WHAT TO WORK ON: Every line of the material below that holds the string "thumb" should be copied.

EXCERPTED DATA:
+-------+

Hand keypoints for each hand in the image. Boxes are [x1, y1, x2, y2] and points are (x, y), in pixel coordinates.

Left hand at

+-------+

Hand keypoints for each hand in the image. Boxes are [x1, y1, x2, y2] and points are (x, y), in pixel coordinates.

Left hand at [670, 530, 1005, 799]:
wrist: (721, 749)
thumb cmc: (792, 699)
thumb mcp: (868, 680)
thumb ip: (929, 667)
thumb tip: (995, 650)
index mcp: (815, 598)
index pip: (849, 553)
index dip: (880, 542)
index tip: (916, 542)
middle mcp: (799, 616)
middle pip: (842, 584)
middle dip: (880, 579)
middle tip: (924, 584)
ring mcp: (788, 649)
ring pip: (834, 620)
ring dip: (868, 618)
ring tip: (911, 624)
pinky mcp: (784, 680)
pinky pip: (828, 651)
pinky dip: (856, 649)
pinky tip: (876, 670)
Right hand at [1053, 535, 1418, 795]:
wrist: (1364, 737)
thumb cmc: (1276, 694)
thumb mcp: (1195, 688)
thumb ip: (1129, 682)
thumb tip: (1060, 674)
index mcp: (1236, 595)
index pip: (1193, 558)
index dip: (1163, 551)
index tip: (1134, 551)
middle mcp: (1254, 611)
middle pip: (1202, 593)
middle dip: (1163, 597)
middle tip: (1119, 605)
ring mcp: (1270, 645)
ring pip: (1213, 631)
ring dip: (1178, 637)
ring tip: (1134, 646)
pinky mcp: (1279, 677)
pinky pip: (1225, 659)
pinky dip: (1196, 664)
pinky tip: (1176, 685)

+-------+

ANSWER AREA:
thumb cmc: (792, 699)
thumb mcp: (868, 680)
thumb ip: (929, 667)
thumb tip: (995, 650)
thumb cmc: (1276, 694)
thumb mcp: (1195, 688)
thumb ip: (1129, 682)
thumb tip: (1060, 674)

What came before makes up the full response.